AVS 59th Annual International Symposium and Exhibition
    Surface Science Tuesday Sessions
       Session SS-TuM

Paper SS-TuM5
Reactivity of Highly-hydroxylated TiO2(110) Surface Prepared via Carboxylic Acid Adsorption and Photolysis

Tuesday, October 30, 2012, 9:20 am, Room 21

Session: Surface Reactivity of Oxides
Presenter: I. Lyubinetsky, Pacific Northwest National Laboratory
Authors: I. Lyubinetsky, Pacific Northwest National Laboratory
Y.G. Du, Pacific Northwest National Laboratory
N.G. Petrik, Pacific Northwest National Laboratory
N.A. Deskins, Worcester Polytechnic Institute
Z.-T. Wang, Pacific Northwest National Laboratory
M.A. Henderson, Pacific Northwest National Laboratory
G.A. Kimmel, Pacific Northwest National Laboratory
Correspondent: Click to Email
We present a novel, photochemical approach to prepare a highly-hydroxylated TiO2(110) and discuss the reactivity of the resulting surface.
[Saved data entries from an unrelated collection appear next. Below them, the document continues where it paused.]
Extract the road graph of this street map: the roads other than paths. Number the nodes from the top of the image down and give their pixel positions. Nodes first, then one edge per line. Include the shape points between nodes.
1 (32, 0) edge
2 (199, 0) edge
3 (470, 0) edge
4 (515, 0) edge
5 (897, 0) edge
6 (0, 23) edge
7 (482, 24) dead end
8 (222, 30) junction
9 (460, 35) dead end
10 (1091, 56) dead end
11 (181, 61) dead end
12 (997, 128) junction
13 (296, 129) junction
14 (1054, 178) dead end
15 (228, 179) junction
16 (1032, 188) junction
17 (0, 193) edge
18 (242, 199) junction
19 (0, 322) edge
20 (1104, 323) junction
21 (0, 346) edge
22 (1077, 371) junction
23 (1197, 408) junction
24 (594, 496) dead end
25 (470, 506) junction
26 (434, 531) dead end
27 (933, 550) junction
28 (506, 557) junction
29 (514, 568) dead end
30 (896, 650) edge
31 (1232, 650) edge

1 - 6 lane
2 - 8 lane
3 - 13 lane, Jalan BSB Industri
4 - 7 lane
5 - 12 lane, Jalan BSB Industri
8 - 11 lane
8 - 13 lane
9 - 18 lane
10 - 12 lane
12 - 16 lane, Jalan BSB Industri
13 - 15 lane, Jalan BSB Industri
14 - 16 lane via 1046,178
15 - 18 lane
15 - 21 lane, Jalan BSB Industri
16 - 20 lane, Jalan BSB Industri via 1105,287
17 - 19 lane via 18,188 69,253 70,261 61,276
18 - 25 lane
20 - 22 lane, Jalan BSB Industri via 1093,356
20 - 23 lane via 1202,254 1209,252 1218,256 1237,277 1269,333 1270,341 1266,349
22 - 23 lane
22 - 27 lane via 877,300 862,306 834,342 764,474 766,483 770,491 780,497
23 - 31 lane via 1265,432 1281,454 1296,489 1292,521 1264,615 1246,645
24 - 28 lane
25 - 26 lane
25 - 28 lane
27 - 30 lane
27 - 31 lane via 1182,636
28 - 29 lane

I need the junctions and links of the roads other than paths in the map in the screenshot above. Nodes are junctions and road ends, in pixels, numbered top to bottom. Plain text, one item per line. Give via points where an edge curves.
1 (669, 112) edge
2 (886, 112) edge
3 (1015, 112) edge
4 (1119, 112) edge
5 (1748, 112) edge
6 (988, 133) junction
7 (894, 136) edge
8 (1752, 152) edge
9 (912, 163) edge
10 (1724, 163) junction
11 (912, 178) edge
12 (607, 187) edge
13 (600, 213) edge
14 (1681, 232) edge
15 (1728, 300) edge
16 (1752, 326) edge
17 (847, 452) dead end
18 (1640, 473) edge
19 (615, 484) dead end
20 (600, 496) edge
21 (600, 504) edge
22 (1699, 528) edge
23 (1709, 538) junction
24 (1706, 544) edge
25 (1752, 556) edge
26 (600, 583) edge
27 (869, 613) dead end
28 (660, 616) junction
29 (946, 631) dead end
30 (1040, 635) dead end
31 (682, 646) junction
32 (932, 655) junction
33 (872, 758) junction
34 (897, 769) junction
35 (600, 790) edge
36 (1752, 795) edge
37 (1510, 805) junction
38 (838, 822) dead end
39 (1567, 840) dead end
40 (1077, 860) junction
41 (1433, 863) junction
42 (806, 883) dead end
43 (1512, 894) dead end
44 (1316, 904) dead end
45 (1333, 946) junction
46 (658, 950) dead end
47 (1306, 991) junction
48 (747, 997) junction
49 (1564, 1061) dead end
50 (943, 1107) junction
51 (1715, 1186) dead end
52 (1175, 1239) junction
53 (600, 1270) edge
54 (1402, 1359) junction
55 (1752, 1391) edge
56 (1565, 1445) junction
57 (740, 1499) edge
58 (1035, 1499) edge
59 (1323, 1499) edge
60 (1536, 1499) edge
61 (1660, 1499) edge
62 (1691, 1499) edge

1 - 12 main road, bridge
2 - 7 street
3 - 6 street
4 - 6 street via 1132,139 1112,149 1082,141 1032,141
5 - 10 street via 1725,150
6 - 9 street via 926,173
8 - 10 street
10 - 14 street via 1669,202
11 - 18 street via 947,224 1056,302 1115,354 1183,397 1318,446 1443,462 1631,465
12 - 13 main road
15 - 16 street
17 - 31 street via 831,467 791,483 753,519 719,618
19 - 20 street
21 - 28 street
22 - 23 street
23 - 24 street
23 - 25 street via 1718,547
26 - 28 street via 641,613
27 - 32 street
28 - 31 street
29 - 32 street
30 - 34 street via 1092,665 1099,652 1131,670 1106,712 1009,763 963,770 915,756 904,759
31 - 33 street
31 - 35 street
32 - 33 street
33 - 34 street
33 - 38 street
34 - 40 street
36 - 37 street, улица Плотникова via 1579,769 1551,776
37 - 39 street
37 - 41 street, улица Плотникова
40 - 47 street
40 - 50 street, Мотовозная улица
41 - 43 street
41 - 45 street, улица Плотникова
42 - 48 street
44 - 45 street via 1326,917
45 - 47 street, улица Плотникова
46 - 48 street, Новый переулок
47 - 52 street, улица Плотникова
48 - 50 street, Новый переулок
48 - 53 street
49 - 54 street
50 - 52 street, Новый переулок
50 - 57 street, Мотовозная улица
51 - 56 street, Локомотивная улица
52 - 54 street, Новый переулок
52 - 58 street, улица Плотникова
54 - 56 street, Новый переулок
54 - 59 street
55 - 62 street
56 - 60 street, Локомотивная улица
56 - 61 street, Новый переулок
TiO2(110) surfaces with an OHb coverages up to 0.5 ML have been obtained upon trimethyl acetic acid (TMAA) dissociative adsorption and subsequent photolysis at 300 K. The formation and chemistry of such surface have been examined at the atomic level by a combination of scanning tunneling microscopy, temperature-programmed desorption, photo stimulated desorption, and density functional theory methods. Deprotonation of TMAA molecules upon adsorption produces both surface bridging hydroxyls (OHb) and bidentate trimethyl acetate (TMA) species with saturation coverage of near 0.5 ML. The TMA species can be selectively removed by ultra-violet light irradiation while OHb’s survive photolysis. At high coverages, the OHb species typically occupy second-nearest neighbor sites along the bridging oxygen row locally forming linear (2´1) structures of different lengths, although the surface is less ordered on a long scale. The annealing of the highly-hydroxylated surface leads to hydroxyl recombination and H2O desorption with ~100% yield, thus ruling out the diffusion of H into the bulk. In agreement with experimental data, theoretical results show that the recombinative H2O desorption is preferred over both H bulk diffusion and H2 desorption processes.